Few-Shot Text Classification using SetFit Framework

This project uses the SetFit (Sentence Transformer Fine-Tuning) framework to perform few-shot text classification. Few-shot learning allows a model to learn well with very little labeled data, which is especially useful when collecting large datasets is difficult. In this project, we use the IMDb movie reviews dataset to classify reviews as positive or negative, aiming to train an effective model using only a small number of labeled examples for each class.

SetFit combines the strengths of pre-trained sentence transformers with contrastive learning to fine-tune sentence embeddings for specific tasks. This makes it possible to learn efficiently from just a few examples. The framework fine-tunes the embeddings by using pairs of similar and different sentences, then trains a simple classifier on top of the embeddings for the classification task.

We go through the following primary steps:

Sampling a small number of examples per class (few-shot setting) from the original dataset and generating positive and negative pairs for contrastive learning.
Fine-tuning a pre-trained sentence transformer model to adapt the embeddings for sentiment classification using the sampled data.
Training a classifier on the fine-tuned embeddings to predict whether a movie review is positive or negative.
Evaluating the model’s performance on the test data to measure its effectiveness in few-shot classification.

1 Preparing the dataset for few-shot learning

1.1 IMDb dataset

The IMDb dataset consists of movie reviews labeled as either positive or negative. The original dataset has balanced train and test datasets, each containing 25,000 labeled samples (reviews) and an additional 50,000 unlabeled samples for unsupervised learning.

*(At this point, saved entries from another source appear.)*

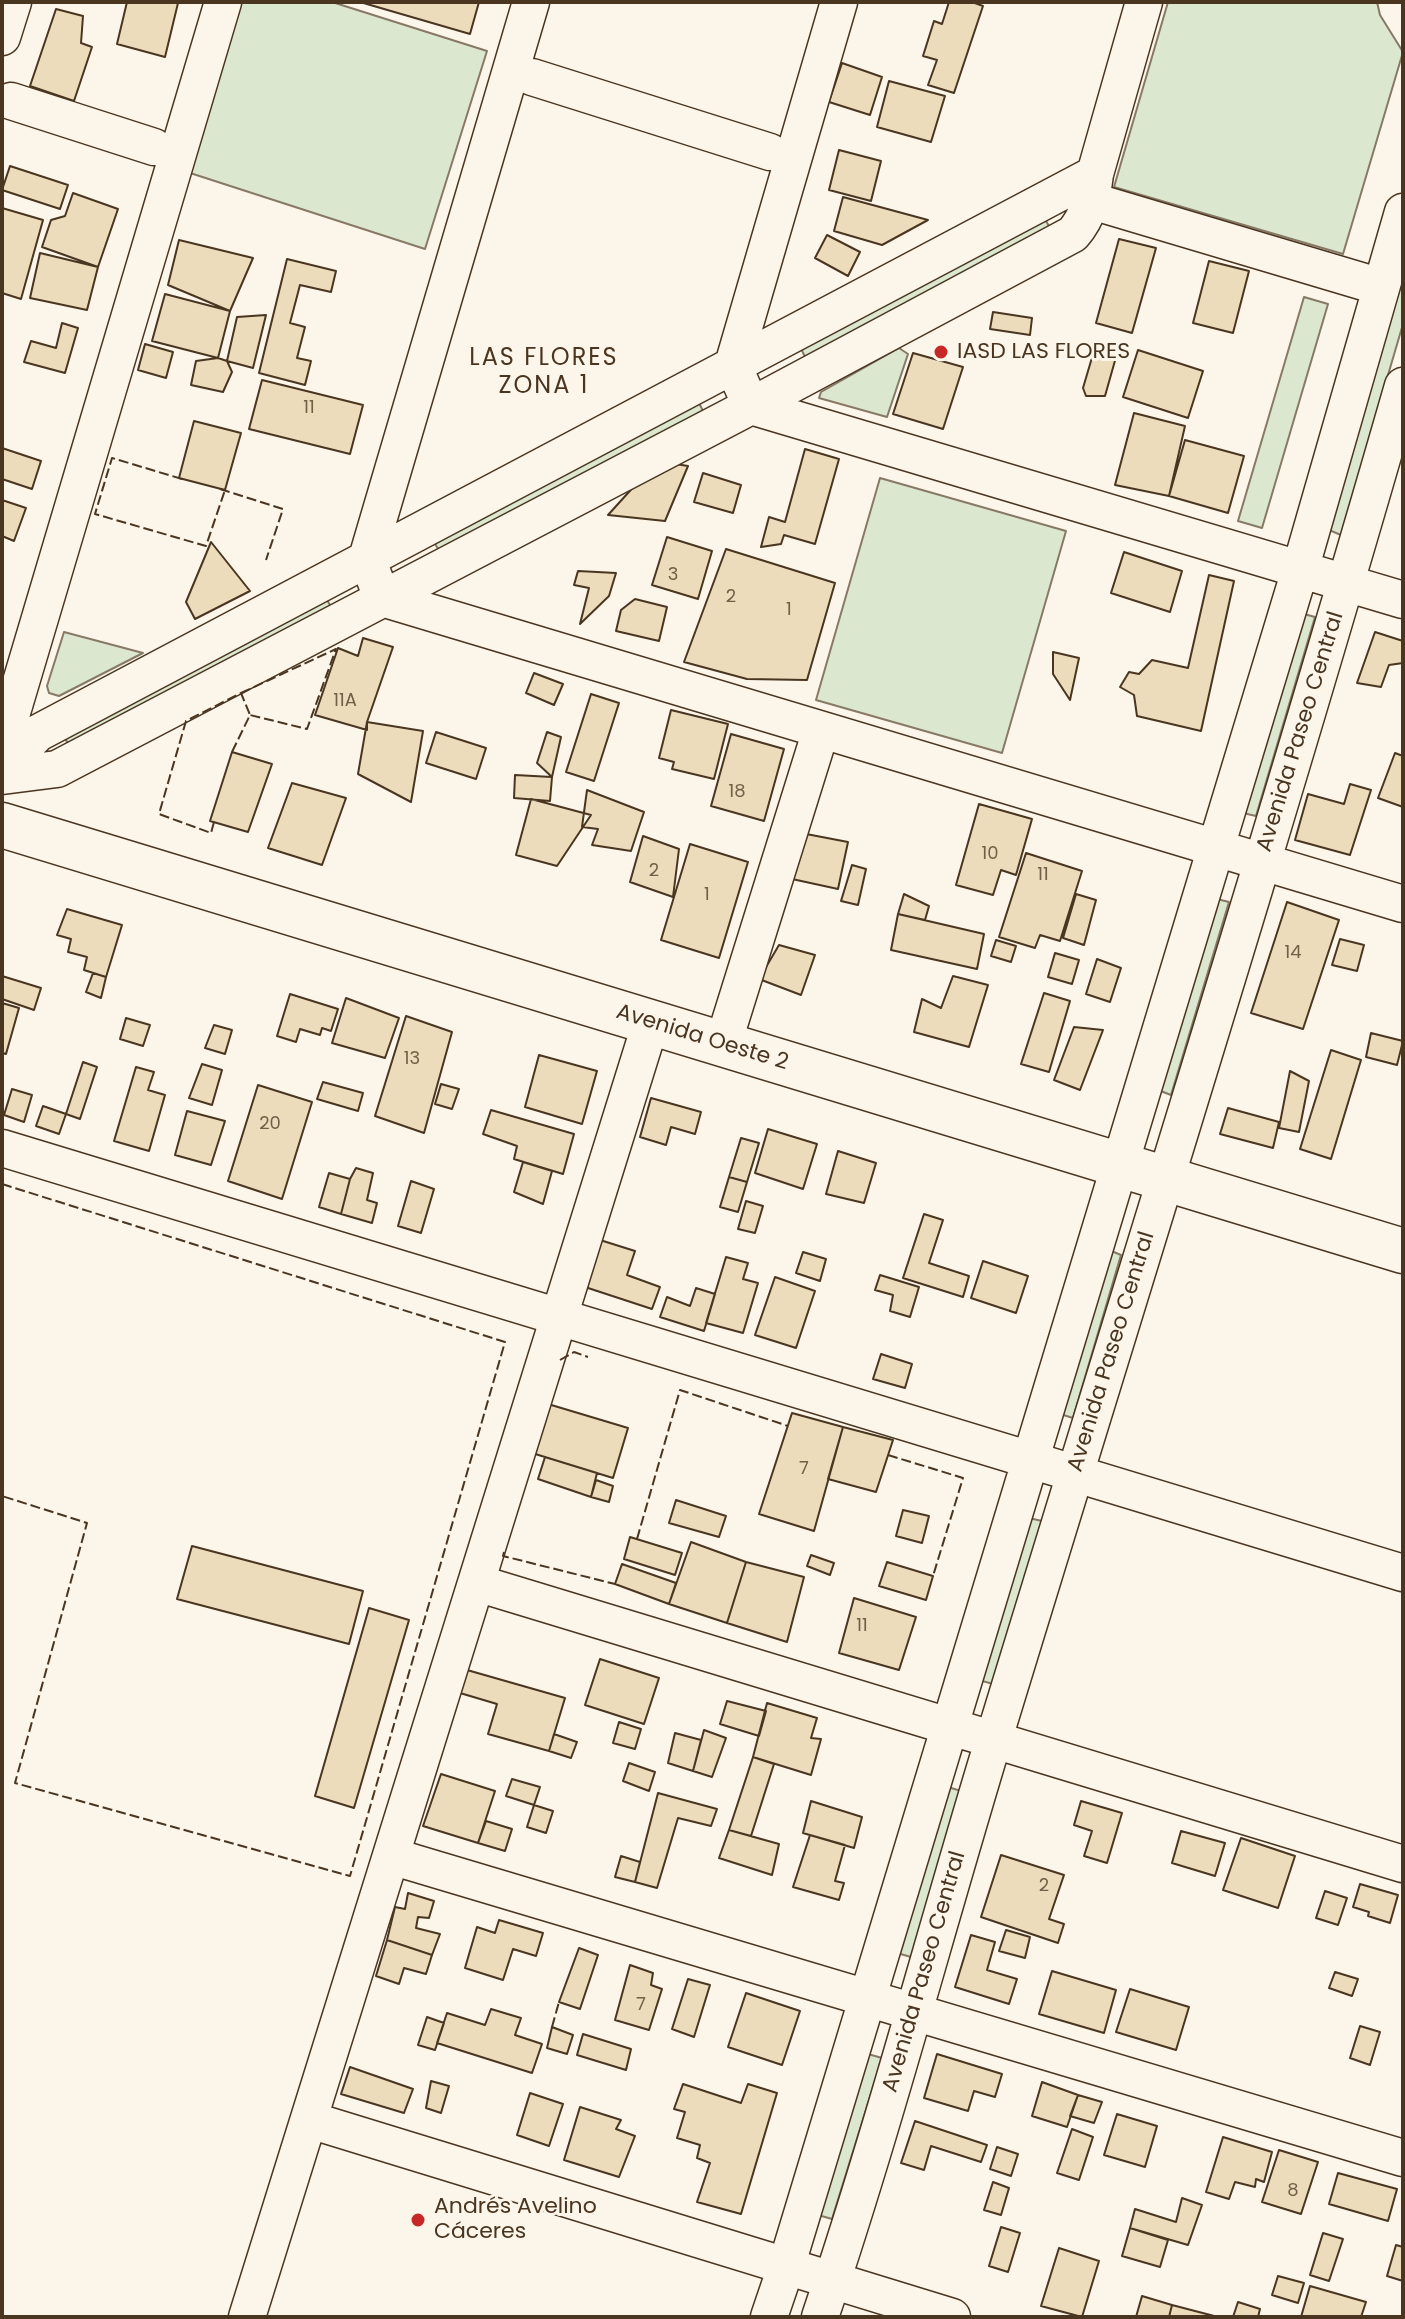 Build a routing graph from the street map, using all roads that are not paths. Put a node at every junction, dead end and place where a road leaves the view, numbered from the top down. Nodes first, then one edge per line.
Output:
1 (13, 2) edge
2 (223, 2) edge
3 (531, 2) edge
4 (839, 2) edge
5 (1144, 2) edge
6 (2, 37) edge
7 (532, 77) dead end
8 (11, 101) dead end
9 (154, 147) dead end
10 (770, 152) dead end
11 (1093, 188) junction
12 (1403, 212) edge
13 (1381, 287) junction
14 (733, 365) junction
15 (1403, 386) edge
16 (751, 406) junction
17 (367, 558) junction
18 (1300, 570) junction
19 (1346, 583) junction
20 (382, 598) junction
21 (1403, 600) edge
22 (821, 730) junction
23 (2, 746) edge
24 (2, 768) edge
25 (2, 776) edge
26 (2, 825) edge
27 (1216, 849) junction
28 (1261, 861) junction
29 (1403, 904) edge
30 (651, 1022) junction
31 (723, 1044) junction
32 (2, 1148) edge
33 (1119, 1164) junction
34 (1164, 1178) junction
35 (1403, 1251) edge
36 (559, 1316) junction
37 (1029, 1461) junction
38 (1075, 1476) junction
39 (1403, 1573) edge
40 (477, 1583) junction
41 (948, 1727) junction
42 (993, 1740) junction
43 (391, 1856) junction
44 (1403, 1864) edge
45 (866, 1997) junction
46 (915, 2012) junction
47 (310, 2120) junction
48 (1403, 2158) edge
49 (786, 2267) junction
50 (833, 2281) junction
51 (247, 2317) edge
52 (769, 2317) edge
53 (820, 2317) edge
54 (952, 2317) edge

1 - 6 street
2 - 23 street
3 - 17 street
4 - 14 street
5 - 11 street
7 - 10 street
8 - 9 street
11 - 13 street
11 - 14 street
11 - 16 street
12 - 13 street
13 - 18 street
14 - 16 street
14 - 17 street
15 - 19 street, Avenida Paseo Central
16 - 18 street
16 - 20 street
17 - 20 street
17 - 24 street
18 - 19 street
18 - 27 street
19 - 21 street
19 - 28 street, Avenida Paseo Central
20 - 22 street
20 - 25 street
22 - 27 street
22 - 31 street
26 - 30 street, Avenida Oeste 2
27 - 28 street
27 - 33 street
28 - 29 street
28 - 34 street, Avenida Paseo Central
30 - 31 street, Avenida Oeste 2
30 - 36 street
31 - 33 street, Avenida Oeste 2
32 - 36 street
33 - 34 street, Avenida Oeste 2
33 - 37 street
34 - 35 street, Avenida Oeste 2
34 - 38 street, Avenida Paseo Central
36 - 37 street
36 - 40 street
37 - 38 street
37 - 41 street
38 - 39 street
38 - 42 street, Avenida Paseo Central
40 - 41 street
40 - 43 street
41 - 42 street
41 - 45 street
42 - 44 street
42 - 46 street, Avenida Paseo Central
43 - 45 street
43 - 47 street
45 - 46 street
45 - 49 street
46 - 48 street
46 - 50 street, Avenida Paseo Central
47 - 49 street
47 - 51 street
49 - 50 street
49 - 52 street
50 - 53 street, Avenida Paseo Central
50 - 54 street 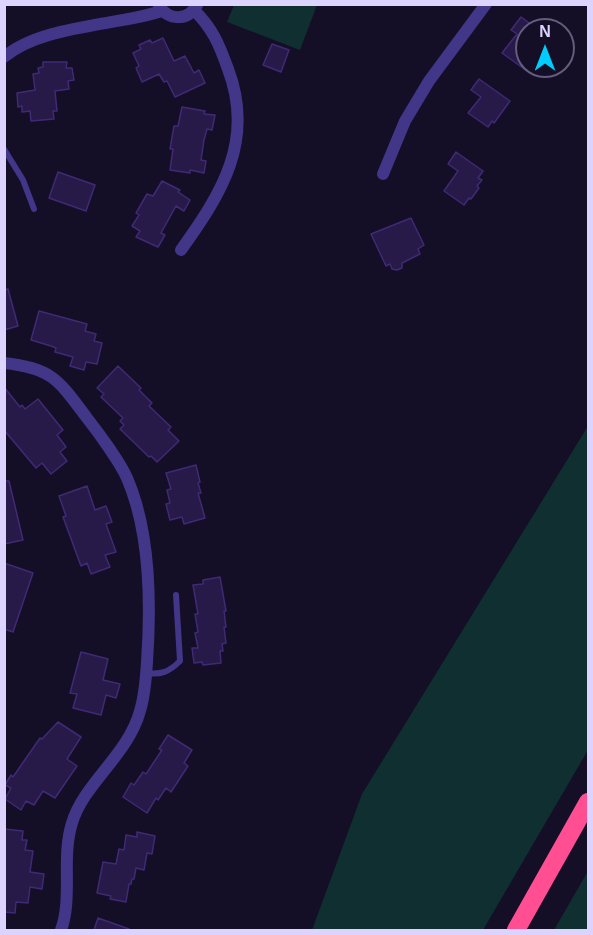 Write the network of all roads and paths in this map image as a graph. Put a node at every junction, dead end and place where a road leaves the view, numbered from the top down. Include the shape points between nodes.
1 (486, 4) edge
2 (196, 7) edge
3 (160, 8) edge
4 (4, 57) edge
5 (4, 149) edge
6 (383, 174) dead end
7 (34, 209) dead end
8 (181, 250) dead end
9 (4, 363) edge
10 (176, 595) dead end
11 (146, 673) junction
12 (588, 802) edge
13 (61, 930) edge
14 (516, 930) edge

1 - 6 street via 429,81 405,121
2 - 3 street via 178,18
2 - 8 street via 219,42 235,87 239,123 237,144 216,196
3 - 4 street via 138,18 51,34 17,46
5 - 7 lane via 23,180
9 - 11 street via 27,365 53,377 127,477 146,560 150,616
10 - 11 lane via 180,661 170,670
11 - 13 street via 135,726 72,822
12 - 14 highway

let’s load and explore the original IMDb dataset.

Code

from datasets import load_dataset, concatenate_datasets

# Load the IMDb dataset
imdb_dataset = load_dataset("imdb")

Code

# Print the imdb dataset

print(imdb_dataset)

DatasetDict({
    train: Dataset({
        features: ['text', 'label'],
        num_rows: 25000
    })
    test: Dataset({
        features: ['text', 'label'],
        num_rows: 25000
    })
    unsupervised: Dataset({
        features: ['text', 'label'],
        num_rows: 50000
    })
})

Code

# Inspecting the dataset structure

print(imdb_dataset["train"].features)

{'text': Value(dtype='string', id=None), 'label': ClassLabel(names=['neg', 'pos'], id=None)}

Code

# Checking the first review to see what it looks like

print(imdb_dataset["train"][0]["text"])

I rented I AM CURIOUS-YELLOW from my video store because of all the controversy that surrounded it when it was first released in 1967. I also heard that at first it was seized by U.S. customs if it ever tried to enter this country, therefore being a fan of films considered "controversial" I really had to see this for myself.<br /><br />The plot is centered around a young Swedish drama student named Lena who wants to learn everything she can about life. In particular she wants to focus her attentions to making some sort of documentary on what the average Swede thought about certain political issues such as the Vietnam War and race issues in the United States. In between asking politicians and ordinary denizens of Stockholm about their opinions on politics, she has sex with her drama teacher, classmates, and married men.<br /><br />What kills me about I AM CURIOUS-YELLOW is that 40 years ago, this was considered pornographic. Really, the sex and nudity scenes are few and far between, even then it's not shot like some cheaply made porno. While my countrymen mind find it shocking, in reality sex and nudity are a major staple in Swedish cinema. Even Ingmar Bergman, arguably their answer to good old boy John Ford, had sex scenes in his films.<br /><br />I do commend the filmmakers for the fact that any sex shown in the film is shown for artistic purposes rather than just to shock people and make money to be shown in pornographic theaters in America. I AM CURIOUS-YELLOW is a good film for anyone wanting to study the meat and potatoes (no pun intended) of Swedish cinema. But really, this film doesn't have much of a plot.

Code

# Checking the label of the first review

print(imdb_dataset["train"][0]["label"])

1.2 Few-shot setting

However, to simulate the few-shot setting, we will sample only 32 examples (16 positive, 16 negative) from the original dataset to demonstrate how the SetFit framework can effectively perform few-shot learning using contrastive learning.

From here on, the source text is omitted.